----- Given records -----

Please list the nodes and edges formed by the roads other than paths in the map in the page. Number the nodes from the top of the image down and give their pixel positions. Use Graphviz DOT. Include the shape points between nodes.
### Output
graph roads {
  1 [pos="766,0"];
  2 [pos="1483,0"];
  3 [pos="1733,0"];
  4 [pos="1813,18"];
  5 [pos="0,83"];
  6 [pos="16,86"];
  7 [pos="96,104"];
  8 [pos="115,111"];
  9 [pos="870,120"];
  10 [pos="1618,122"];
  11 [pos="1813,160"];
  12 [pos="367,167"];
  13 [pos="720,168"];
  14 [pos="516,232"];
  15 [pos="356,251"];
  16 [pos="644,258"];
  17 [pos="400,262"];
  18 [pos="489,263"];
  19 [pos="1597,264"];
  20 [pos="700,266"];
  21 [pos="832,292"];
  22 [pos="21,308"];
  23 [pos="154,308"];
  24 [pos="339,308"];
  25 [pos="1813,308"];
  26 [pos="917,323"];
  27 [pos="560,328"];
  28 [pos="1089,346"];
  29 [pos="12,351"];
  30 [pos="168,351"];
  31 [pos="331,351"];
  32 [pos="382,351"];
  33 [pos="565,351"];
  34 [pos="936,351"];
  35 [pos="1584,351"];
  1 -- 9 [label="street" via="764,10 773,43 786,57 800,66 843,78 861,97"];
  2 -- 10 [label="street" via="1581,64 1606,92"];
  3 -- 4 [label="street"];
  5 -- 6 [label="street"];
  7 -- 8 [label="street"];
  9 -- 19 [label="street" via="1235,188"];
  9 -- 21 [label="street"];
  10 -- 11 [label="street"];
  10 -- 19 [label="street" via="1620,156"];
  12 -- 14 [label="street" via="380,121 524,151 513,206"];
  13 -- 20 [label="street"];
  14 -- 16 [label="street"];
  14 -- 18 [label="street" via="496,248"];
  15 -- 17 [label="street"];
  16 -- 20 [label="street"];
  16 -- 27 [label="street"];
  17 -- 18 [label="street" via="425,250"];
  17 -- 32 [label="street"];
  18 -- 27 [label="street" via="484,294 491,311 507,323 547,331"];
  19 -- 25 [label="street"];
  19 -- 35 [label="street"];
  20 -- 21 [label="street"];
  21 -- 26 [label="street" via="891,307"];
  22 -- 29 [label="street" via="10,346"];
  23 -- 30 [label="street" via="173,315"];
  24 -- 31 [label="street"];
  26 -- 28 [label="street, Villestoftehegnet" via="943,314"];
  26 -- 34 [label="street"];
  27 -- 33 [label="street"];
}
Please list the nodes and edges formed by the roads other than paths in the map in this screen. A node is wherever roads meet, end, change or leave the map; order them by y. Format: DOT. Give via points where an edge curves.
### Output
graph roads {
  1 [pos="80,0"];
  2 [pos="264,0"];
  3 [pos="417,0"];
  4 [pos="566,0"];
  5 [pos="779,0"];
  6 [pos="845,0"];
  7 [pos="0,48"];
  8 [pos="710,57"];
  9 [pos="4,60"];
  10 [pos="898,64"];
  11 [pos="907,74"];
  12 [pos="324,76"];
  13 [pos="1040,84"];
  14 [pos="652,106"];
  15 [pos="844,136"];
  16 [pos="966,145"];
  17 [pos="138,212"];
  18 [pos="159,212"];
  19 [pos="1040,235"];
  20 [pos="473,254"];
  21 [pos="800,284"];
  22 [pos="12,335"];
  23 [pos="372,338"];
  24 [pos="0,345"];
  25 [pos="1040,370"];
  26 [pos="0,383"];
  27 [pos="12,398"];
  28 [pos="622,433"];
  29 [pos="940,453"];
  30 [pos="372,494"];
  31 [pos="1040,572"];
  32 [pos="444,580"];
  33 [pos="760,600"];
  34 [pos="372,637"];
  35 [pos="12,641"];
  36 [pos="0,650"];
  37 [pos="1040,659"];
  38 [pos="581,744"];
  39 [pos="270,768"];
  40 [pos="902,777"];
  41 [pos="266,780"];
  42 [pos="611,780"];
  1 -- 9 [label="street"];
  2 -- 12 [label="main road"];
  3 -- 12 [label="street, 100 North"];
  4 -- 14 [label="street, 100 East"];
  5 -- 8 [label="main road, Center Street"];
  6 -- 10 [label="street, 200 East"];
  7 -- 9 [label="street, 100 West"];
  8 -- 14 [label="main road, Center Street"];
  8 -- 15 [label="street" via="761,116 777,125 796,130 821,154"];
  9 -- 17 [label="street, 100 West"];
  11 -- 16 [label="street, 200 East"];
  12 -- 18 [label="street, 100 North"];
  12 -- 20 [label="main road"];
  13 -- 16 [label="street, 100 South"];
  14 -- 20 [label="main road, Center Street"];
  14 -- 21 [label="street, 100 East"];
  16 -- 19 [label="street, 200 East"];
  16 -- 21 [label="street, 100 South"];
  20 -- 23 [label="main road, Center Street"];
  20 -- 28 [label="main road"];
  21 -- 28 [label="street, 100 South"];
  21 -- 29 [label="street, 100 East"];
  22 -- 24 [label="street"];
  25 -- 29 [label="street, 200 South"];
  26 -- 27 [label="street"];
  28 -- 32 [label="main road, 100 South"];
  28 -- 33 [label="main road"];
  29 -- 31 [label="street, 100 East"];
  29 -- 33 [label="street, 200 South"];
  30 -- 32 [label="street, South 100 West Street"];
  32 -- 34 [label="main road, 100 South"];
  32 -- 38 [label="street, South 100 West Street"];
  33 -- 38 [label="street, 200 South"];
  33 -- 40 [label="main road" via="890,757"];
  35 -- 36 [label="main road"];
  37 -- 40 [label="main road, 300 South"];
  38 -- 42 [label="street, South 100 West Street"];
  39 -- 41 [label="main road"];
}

-----
----- Given records -----

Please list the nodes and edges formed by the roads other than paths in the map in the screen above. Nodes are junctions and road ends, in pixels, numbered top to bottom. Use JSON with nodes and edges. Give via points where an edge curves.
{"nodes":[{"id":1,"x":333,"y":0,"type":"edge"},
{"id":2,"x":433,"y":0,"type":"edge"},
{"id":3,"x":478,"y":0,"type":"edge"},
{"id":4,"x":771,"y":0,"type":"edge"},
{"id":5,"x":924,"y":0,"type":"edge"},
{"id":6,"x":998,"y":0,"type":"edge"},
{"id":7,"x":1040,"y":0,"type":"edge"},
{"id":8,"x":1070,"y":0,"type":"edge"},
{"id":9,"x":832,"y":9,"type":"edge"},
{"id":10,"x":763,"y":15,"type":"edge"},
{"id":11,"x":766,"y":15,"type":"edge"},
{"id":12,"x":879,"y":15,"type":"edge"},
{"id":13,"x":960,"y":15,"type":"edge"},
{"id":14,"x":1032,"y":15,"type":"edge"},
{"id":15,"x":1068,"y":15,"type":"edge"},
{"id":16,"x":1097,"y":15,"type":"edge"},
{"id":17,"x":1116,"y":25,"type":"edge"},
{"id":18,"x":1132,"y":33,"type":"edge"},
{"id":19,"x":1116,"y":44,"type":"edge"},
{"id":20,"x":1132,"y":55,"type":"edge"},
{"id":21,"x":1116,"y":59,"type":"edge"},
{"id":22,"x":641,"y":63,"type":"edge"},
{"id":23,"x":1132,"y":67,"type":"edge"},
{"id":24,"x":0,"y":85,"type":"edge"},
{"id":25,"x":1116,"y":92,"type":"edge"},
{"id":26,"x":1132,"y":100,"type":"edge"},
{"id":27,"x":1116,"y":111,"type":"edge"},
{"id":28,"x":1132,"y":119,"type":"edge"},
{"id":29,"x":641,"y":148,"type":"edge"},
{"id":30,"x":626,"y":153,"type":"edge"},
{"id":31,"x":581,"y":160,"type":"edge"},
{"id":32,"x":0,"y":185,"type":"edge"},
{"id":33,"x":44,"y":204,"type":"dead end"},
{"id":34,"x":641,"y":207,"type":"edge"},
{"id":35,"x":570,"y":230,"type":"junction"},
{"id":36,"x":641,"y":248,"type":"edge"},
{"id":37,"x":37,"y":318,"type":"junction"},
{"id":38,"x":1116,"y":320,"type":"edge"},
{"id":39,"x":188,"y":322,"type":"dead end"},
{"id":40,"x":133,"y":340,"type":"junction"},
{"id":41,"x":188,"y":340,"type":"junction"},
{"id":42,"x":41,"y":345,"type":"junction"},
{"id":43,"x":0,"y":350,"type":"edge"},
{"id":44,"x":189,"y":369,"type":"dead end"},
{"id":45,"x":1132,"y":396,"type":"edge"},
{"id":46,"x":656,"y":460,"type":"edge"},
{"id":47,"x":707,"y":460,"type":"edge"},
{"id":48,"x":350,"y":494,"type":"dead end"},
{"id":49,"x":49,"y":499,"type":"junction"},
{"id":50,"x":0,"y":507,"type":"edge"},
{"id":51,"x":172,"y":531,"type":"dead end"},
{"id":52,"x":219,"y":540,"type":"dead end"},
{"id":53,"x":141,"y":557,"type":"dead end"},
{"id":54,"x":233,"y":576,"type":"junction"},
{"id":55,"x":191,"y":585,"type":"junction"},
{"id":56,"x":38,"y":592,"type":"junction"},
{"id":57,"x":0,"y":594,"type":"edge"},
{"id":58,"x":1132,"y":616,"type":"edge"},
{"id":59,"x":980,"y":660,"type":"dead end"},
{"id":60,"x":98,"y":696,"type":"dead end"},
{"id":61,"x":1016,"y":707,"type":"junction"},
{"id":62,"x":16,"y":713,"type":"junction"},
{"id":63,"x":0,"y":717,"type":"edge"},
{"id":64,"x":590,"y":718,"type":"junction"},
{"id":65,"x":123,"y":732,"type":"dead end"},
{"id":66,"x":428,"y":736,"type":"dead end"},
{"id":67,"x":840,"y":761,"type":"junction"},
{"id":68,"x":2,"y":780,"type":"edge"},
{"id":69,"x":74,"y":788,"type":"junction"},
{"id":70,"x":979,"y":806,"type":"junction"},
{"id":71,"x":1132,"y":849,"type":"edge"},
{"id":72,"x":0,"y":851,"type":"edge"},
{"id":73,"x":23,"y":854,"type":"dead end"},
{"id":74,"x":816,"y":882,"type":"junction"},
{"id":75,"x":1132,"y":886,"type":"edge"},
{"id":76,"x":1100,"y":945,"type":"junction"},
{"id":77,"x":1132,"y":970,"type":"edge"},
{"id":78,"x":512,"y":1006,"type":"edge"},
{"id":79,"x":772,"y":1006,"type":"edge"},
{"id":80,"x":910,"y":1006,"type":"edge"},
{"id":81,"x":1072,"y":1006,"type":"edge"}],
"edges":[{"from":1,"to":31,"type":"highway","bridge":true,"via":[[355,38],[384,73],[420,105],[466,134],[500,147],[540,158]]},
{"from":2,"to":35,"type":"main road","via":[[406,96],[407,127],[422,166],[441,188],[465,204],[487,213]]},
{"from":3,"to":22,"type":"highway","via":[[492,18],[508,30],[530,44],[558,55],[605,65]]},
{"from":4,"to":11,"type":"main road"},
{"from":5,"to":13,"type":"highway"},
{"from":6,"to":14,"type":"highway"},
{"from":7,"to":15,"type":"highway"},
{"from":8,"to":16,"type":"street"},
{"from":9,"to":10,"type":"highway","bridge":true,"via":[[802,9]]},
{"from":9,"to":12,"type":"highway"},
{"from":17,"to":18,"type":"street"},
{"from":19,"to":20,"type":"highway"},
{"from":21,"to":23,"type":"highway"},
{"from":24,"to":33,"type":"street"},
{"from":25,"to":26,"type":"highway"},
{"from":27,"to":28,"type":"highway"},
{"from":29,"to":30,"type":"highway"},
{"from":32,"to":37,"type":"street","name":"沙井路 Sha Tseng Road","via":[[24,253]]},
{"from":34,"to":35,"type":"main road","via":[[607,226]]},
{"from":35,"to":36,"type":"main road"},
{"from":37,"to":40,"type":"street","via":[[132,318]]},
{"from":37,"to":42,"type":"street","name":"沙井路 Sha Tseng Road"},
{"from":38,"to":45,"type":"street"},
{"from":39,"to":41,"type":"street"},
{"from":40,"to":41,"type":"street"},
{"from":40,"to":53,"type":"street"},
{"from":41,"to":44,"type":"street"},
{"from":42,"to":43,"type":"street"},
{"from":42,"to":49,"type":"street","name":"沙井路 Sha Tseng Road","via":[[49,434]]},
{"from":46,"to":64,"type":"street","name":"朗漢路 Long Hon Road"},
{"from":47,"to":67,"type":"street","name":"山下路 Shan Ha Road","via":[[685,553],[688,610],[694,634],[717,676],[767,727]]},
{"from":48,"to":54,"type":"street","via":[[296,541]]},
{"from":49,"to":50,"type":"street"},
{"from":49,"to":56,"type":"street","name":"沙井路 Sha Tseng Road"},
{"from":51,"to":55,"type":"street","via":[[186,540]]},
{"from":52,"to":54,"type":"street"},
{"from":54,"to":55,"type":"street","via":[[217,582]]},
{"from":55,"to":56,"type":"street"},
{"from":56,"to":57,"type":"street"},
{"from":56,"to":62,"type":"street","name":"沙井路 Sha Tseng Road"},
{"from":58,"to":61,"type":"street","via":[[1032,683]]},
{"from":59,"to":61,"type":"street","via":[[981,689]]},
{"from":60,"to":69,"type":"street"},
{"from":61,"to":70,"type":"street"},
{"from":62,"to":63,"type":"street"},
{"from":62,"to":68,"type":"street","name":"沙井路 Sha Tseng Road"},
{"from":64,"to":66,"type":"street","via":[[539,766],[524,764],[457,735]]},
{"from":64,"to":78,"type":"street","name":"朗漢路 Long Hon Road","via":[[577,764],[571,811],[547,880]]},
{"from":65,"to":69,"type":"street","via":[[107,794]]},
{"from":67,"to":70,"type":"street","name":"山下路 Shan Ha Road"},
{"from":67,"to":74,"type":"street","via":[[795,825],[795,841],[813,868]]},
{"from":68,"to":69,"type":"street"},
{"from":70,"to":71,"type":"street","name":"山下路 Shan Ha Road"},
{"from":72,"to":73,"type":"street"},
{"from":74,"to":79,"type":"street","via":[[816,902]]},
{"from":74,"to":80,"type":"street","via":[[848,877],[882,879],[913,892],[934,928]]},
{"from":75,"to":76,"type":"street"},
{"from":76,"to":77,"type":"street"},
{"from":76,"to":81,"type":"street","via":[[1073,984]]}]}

-----
----- Given records -----

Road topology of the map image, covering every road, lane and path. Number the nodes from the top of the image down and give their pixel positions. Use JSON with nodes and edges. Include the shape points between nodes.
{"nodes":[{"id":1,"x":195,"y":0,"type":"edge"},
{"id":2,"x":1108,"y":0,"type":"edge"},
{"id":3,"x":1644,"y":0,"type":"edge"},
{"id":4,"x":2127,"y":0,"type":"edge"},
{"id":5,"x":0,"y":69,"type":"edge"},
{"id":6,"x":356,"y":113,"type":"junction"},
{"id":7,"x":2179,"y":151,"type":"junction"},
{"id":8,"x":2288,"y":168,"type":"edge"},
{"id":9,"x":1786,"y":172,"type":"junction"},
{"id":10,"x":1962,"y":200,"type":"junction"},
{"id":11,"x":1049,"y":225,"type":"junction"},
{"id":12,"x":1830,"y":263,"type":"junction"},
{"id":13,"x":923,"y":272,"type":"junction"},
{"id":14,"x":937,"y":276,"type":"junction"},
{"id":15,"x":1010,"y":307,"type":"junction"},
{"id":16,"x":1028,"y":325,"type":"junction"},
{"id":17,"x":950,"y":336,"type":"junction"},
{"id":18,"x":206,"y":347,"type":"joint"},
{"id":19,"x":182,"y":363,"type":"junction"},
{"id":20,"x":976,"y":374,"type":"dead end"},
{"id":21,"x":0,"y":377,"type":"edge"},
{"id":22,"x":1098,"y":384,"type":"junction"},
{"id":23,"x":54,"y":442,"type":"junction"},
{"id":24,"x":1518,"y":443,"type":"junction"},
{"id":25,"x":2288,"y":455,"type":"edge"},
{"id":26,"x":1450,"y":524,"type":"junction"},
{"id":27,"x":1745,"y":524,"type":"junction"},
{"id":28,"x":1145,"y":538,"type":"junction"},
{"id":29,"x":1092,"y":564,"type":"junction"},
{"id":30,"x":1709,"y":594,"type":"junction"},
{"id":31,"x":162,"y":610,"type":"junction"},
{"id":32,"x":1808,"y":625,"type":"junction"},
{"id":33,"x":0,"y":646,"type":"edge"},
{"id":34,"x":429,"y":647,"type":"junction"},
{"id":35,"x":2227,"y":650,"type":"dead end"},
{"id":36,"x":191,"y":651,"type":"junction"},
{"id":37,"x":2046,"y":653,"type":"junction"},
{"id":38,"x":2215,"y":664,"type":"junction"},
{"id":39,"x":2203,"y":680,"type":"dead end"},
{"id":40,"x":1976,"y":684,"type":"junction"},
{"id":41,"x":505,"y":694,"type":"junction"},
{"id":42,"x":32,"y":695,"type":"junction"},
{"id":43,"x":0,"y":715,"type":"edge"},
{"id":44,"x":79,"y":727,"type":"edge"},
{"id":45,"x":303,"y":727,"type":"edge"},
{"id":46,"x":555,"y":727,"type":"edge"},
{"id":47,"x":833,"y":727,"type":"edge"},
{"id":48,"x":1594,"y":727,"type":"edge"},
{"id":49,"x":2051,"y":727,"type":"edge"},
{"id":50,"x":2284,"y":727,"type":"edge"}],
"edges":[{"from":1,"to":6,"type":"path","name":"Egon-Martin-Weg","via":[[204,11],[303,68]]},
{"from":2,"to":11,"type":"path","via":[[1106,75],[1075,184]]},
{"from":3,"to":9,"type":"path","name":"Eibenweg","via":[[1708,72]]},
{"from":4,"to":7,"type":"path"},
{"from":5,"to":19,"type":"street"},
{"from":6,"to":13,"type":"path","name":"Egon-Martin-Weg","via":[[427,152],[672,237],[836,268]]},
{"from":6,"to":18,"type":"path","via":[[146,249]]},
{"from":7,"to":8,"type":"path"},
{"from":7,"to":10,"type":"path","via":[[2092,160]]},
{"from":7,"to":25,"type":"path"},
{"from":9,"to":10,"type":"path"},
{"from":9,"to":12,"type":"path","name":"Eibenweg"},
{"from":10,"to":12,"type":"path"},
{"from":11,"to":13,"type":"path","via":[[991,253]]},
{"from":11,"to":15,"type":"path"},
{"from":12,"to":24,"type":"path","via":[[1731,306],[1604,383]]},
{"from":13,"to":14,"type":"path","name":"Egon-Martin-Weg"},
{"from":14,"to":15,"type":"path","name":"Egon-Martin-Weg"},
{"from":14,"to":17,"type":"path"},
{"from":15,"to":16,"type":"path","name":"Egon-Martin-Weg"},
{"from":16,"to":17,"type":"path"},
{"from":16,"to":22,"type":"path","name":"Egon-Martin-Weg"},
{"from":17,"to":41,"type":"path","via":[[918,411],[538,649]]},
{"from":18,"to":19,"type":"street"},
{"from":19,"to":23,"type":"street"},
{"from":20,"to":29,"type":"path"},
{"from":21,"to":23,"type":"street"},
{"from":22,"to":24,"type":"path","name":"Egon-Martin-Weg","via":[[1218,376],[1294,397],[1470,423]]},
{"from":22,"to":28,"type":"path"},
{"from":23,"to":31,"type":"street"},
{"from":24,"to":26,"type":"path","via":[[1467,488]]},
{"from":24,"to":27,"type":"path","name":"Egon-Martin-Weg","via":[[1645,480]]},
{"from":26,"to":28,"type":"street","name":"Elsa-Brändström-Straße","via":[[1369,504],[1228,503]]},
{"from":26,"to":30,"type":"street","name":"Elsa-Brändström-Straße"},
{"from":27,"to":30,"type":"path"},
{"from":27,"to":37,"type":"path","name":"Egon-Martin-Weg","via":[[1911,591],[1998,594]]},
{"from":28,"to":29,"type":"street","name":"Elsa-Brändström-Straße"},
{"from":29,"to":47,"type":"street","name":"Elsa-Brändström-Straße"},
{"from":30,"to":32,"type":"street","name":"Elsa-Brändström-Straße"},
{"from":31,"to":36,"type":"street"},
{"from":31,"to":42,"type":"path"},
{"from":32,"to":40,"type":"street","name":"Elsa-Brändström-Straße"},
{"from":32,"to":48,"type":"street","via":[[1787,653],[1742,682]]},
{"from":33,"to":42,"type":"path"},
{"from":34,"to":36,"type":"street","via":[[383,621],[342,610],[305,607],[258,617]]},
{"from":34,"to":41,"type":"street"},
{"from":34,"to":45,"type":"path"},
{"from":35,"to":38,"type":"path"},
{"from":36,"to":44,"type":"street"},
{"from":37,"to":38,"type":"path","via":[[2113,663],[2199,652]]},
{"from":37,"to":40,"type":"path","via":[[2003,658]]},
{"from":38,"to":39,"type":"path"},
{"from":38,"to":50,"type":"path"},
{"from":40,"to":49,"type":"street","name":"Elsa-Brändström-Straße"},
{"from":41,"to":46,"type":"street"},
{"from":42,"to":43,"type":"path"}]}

-----

Within the data above, filter for lines containing the word "Include" and copy each one.

* [Written solution]:
Please list the nodes and edges formed by the roads other than paths in the map in the page. Number the nodes from the top of the image down and give their pixel positions. Use Graphviz DOT. Include the shape points between nodes.
Road topology of the map image, covering every road, lane and path. Number the nodes from the top of the image down and give their pixel positions. Use JSON with nodes and edges. Include the shape points between nodes.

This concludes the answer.